El chantaje de los taxistas

Cada vez que se aproximan las fechas de los grandes desplazamientos de ciudadanos con motivo de las vacaciones de verano o fechas festivas como las de Semana Santa o la Navidad son varios los  colectivos del transporte que utilizan esos días para lanzar sus reivindicaciones laborales con la amenaza o el anuncio de huelgas en muchos casos salvajes y sin servicios mínimos de urgencias para cuestiones tan importantes como la Sanidad.

Ahora la huelga salvaje afecta al sector del taxi en las grandes capitales y, como en otras ocasiones y en otros servicios del transporte público, son millones los ciudadanos de toda condición social los que sufren el chantaje de los taxistas en plenas vacaciones de verano.

Y también en plena guerra contra la liberalización del sector y contra otros modelos alternativos de alquiler con conductor, como son los coches de Uber y Cabify, cuyos vehículos y conductores han sido objeto en muchos casos de agresiones violentas de los taxistas.

En otras ocasiones han sido selectivos privilegiados como los pilotos o los controladores aéreos, o los empleados de Renfe o de aeropuertos e incluso compañía aéreas, del metro y los autobuses, los que convierten en rehenes a millones de los ciudadanos sin que los gobernantes puedan actuar con firmeza a pesar de los altos costes de las huelgas salvajes y perjuicios a la ciudadanía.

Y en España llevamos años con estos problemas sin que se aplique una legislación y normas que castiguen estos abusos de manera justa pero a la vez implacable. Y hora es que alguien, o mejor dicho el Congreso de los Diputados, lo haga en defensa de la libertad de movimiento del conjunto de los españoles y de los millones de turistas que visitan nuestro país y que se legisle con rapidez mientras el Gobierno de Sánchez actúe con firmeza para acabar con esta situación.

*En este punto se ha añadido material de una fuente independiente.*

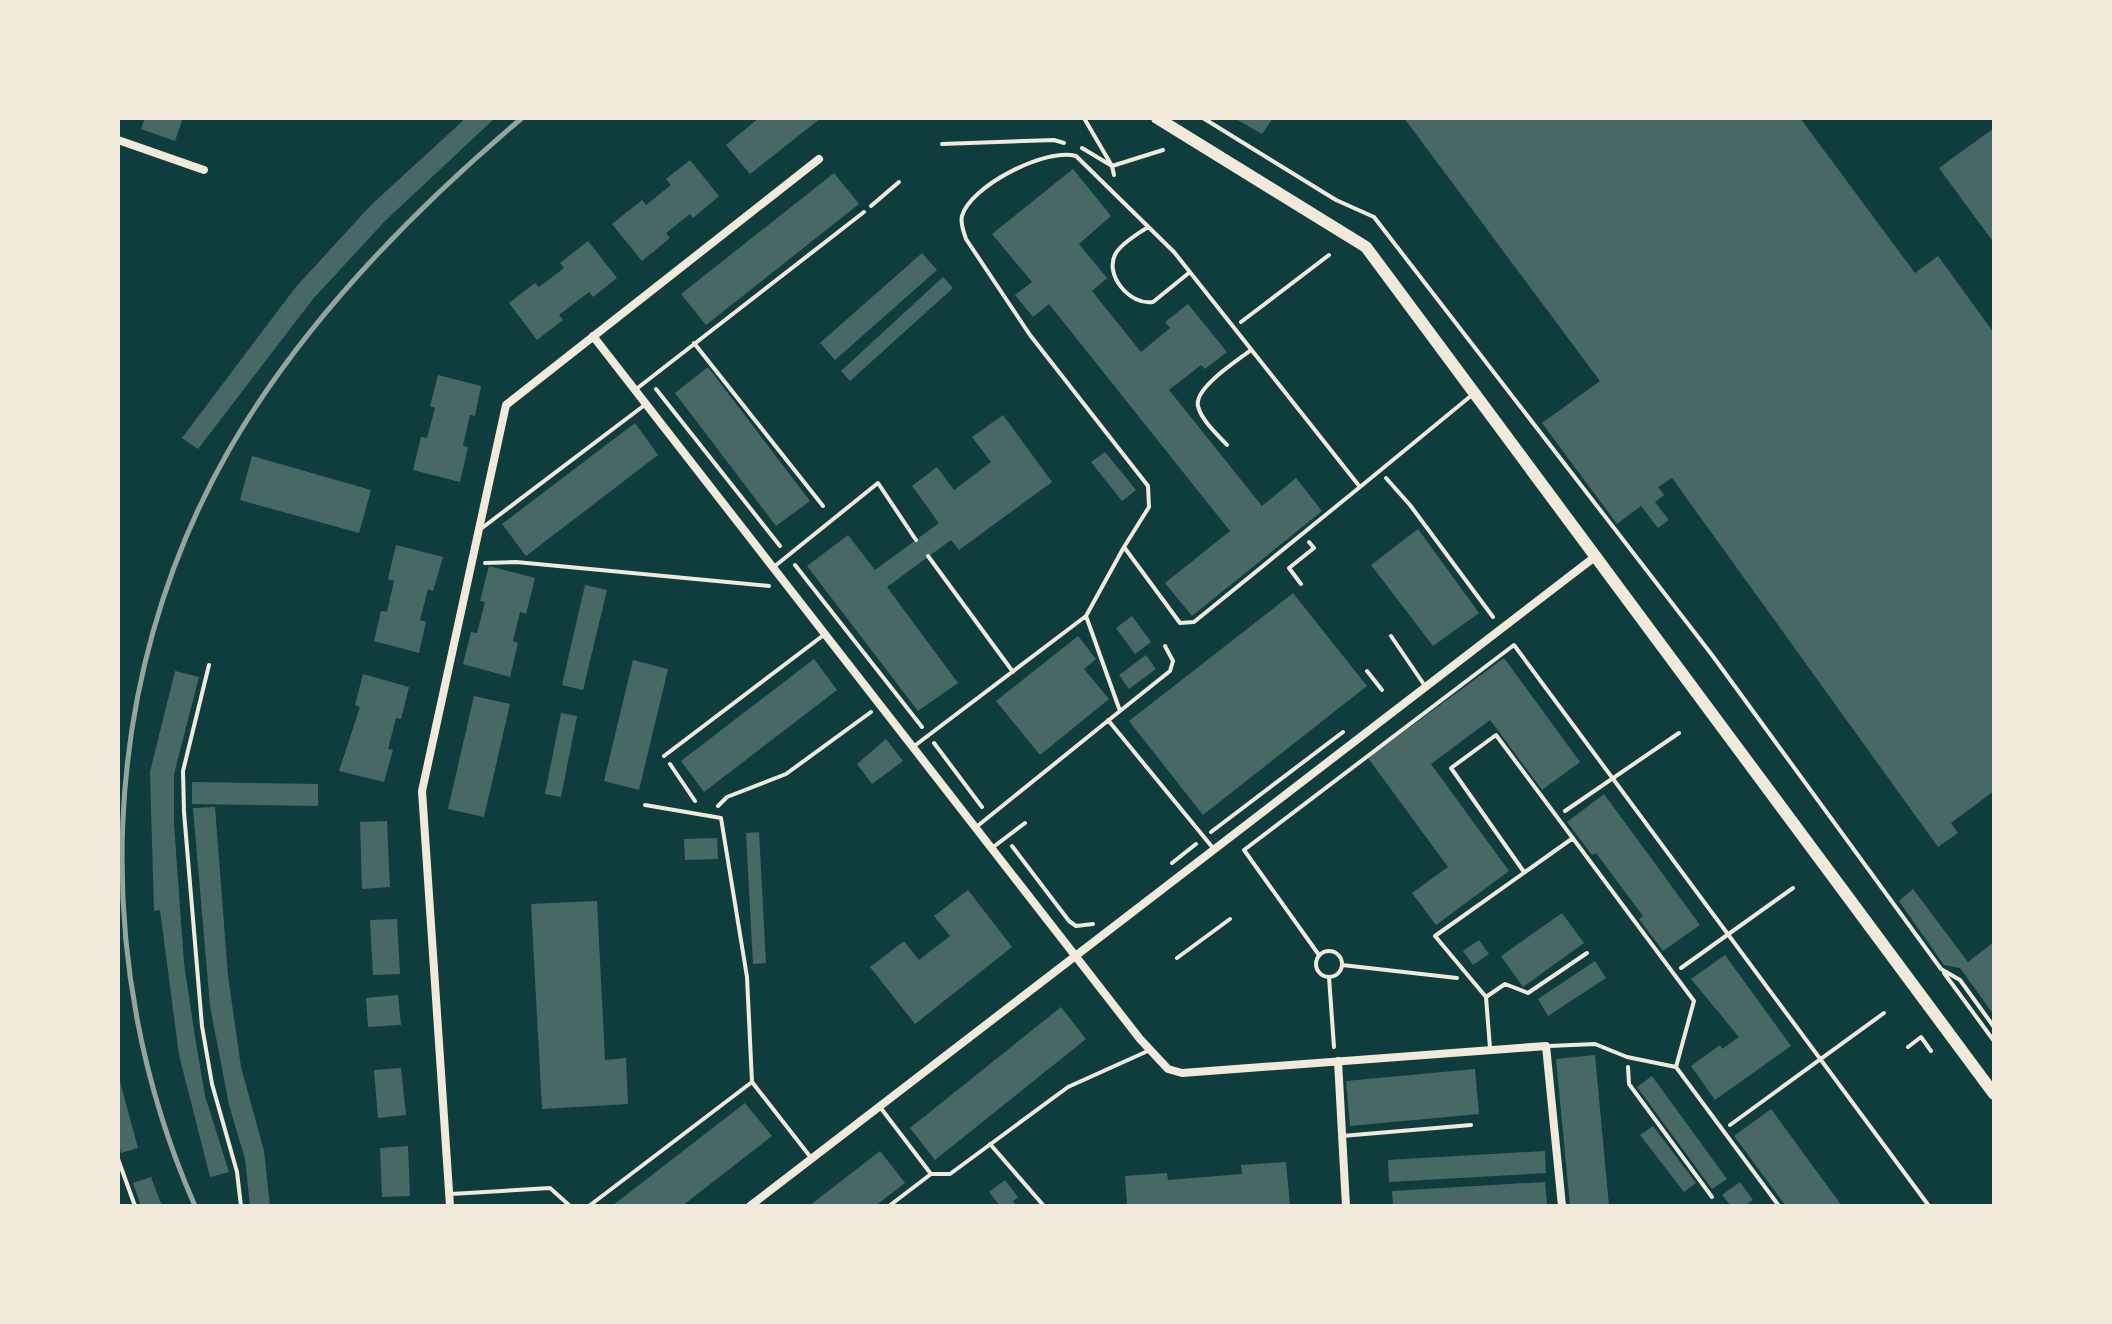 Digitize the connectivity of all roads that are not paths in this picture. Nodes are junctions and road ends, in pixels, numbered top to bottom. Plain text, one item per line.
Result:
1 (1157, 118) edge
2 (118, 140) edge
3 (819, 160) dead end
4 (204, 170) dead end
5 (864, 212) road end
6 (1148, 227) junction
7 (1190, 272) junction
8 (593, 336) junction
9 (694, 344) junction
10 (1251, 350) junction
11 (635, 390) junction
12 (1475, 392) junction
13 (646, 404) junction
14 (1226, 446) dead end
15 (1360, 487) junction
16 (823, 506) dead end
17 (478, 532) junction
18 (916, 540) dead end
19 (1124, 547) junction
20 (928, 556) dead end
21 (1596, 556) junction
22 (773, 568) junction
23 (1086, 616) junction
24 (825, 634) junction
25 (1392, 636) dead end
26 (1166, 646) dead end
27 (209, 665) dead end
28 (1014, 672) junction
29 (1426, 687) junction
30 (1120, 710) junction
31 (1108, 720) junction
32 (914, 747) junction
33 (664, 756) road end
34 (645, 805) dead end
35 (1189, 819) junction
36 (1025, 823) dead end
37 (1182, 826) dead end
38 (975, 828) junction
39 (1572, 838) junction
40 (992, 848) junction
41 (1214, 850) junction
42 (1524, 872) junction
43 (1587, 953) dead end
44 (1076, 956) junction
45 (1486, 997) junction
46 (1546, 1046) junction
47 (1150, 1050) junction
48 (1490, 1050) junction
49 (1337, 1062) junction
50 (1676, 1067) junction
51 (752, 1082) junction
52 (1994, 1094) edge
53 (880, 1107) junction
54 (1471, 1125) dead end
55 (1342, 1136) junction
56 (990, 1144) junction
57 (118, 1159) edge
58 (812, 1159) junction
59 (931, 1174) junction
60 (449, 1194) junction
61 (134, 1206) edge
62 (241, 1206) edge
63 (450, 1206) edge
64 (570, 1206) edge
65 (589, 1206) edge
66 (750, 1206) edge
67 (888, 1206) edge
68 (1044, 1206) edge
69 (1346, 1206) edge
70 (1562, 1206) edge
71 (1778, 1206) edge

1 - 12 main road
2 - 4 street
3 - 8 street
5 - 9 lane
6 - 7 lane
6 - 7 lane
6 - 19 lane
7 - 10 lane
8 - 11 street
8 - 17 street
9 - 11 lane
9 - 16 lane
10 - 14 lane
10 - 15 lane
11 - 13 street
12 - 15 lane
12 - 21 main road
13 - 17 lane
13 - 22 street
15 - 19 lane
17 - 60 street
18 - 22 lane
19 - 23 lane
20 - 28 lane
21 - 29 street
21 - 52 main road
22 - 24 street
23 - 28 lane
23 - 30 lane
24 - 32 street
24 - 33 lane
25 - 29 lane
26 - 30 lane
27 - 62 lane
28 - 32 lane
29 - 41 street
30 - 31 lane
31 - 35 lane
31 - 38 lane
32 - 38 street
34 - 51 lane
35 - 37 lane
35 - 41 lane
36 - 40 lane
38 - 40 street
39 - 42 lane
39 - 42 lane
39 - 50 lane
40 - 44 street
41 - 44 street
42 - 45 lane
43 - 45 lane
44 - 47 street
44 - 53 street
45 - 48 lane
46 - 48 street
46 - 50 lane
46 - 70 street
47 - 49 street
47 - 56 lane
48 - 49 street
49 - 55 street
50 - 71 lane
51 - 58 lane
51 - 65 lane
53 - 58 street
53 - 59 lane
54 - 55 lane
55 - 69 street
56 - 59 lane
56 - 68 lane
57 - 61 lane
58 - 66 street
59 - 67 lane
60 - 63 street
60 - 64 lane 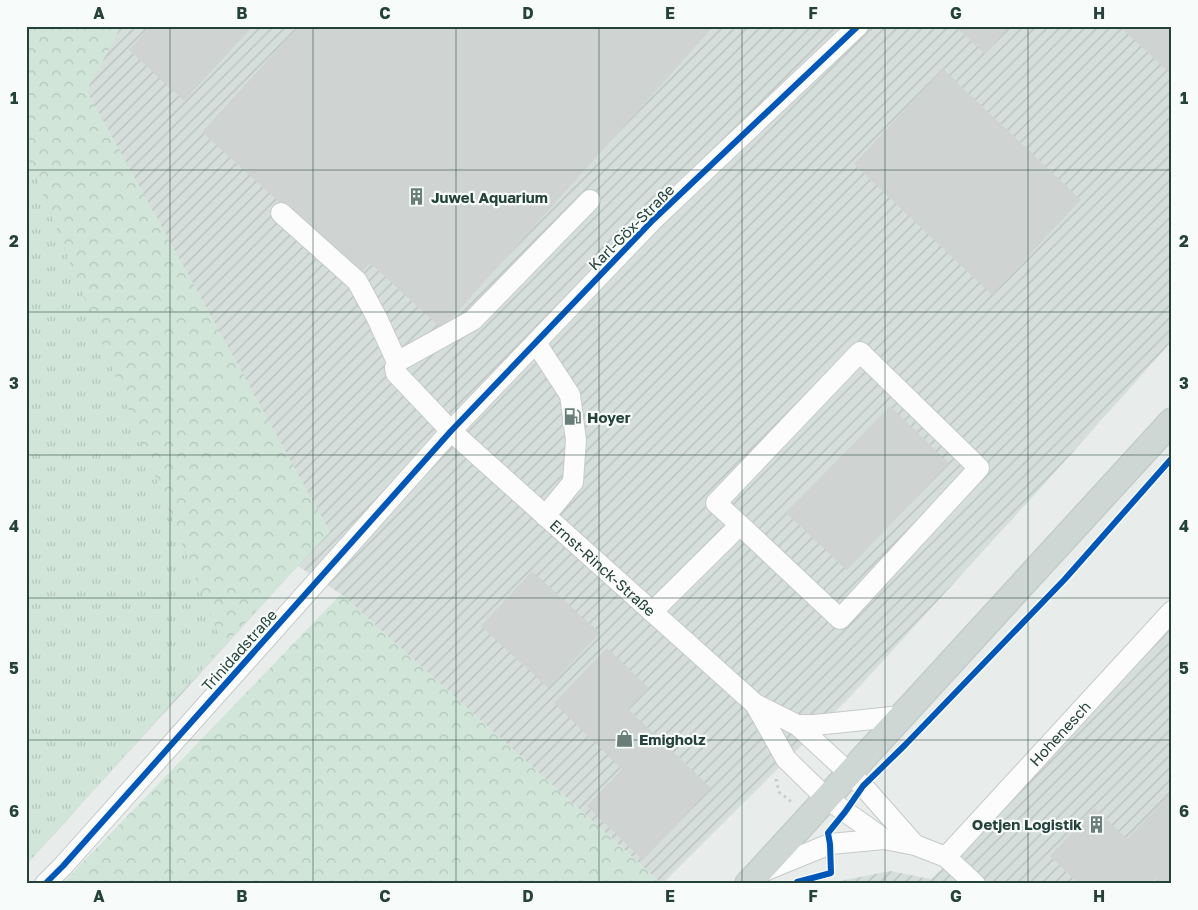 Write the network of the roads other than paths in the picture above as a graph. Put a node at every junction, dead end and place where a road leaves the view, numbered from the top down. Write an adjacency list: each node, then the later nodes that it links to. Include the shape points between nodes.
1 (858, 26): 4 (street, Karl-Göx-Straße, via 654,220)
2 (590, 200): 5 (street, via 474,320)
3 (281, 213): 5 (street, Ernst-Rinck-Straße, via 357,281)
4 (536, 342): 7 (street, Karl-Göx-Straße); 8 (street, via 570,395 576,440 573,482)
5 (397, 362): 7 (street, Ernst-Rinck-Straße, via 396,373)
6 (1172, 421): 13 (main road)
7 (452, 432): 8 (street, Ernst-Rinck-Straße); 21 (street, Trinidadstraße)
8 (545, 516): 11 (street, Ernst-Rinck-Straße)
9 (740, 525): 9 (street, via 840,619 979,468 860,352 716,503); 11 (street)
10 (1172, 610): 19 (street, Hohenesch)
11 (652, 612): 12 (street, Ernst-Rinck-Straße)
12 (755, 704): 14 (street, Ernst-Rinck-Straße); 16 (street, Ernst-Rinck-Straße, via 786,759)
13 (902, 716): 14 (street, Ernst-Rinck-Straße, via 815,726); 15 (main road)
14 (797, 725): 15 (street, Ernst-Rinck-Straße)
15 (850, 773): 16 (main road); 18 (street, Ernst-Rinck-Straße)
16 (826, 798): 17 (street, Ernst-Rinck-Straße); 20 (main road)
17 (884, 839): 18 (street); 20 (street, via 830,844)
18 (915, 846): 19 (street)
19 (946, 857): 22 (street)
20 (753, 879)
21 (44, 884)
22 (975, 884)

Un Gobierno el de Sánchez que deberá hacer cumplir la ley, garantizar el orden público e imponer las sanciones que correspondan al tiempo que, de una vez por todas, se debe legislar para prevenir estos disparates y para cumplir con las normas establecidas en la Unión Europea para este sector. Lo demás es la ley de la selva y la dañina alteración de la vida ciudadana y del respeto a las más elementales normas de la competencia así como de la libertad de movimientos en el conjunto de la Sociedad.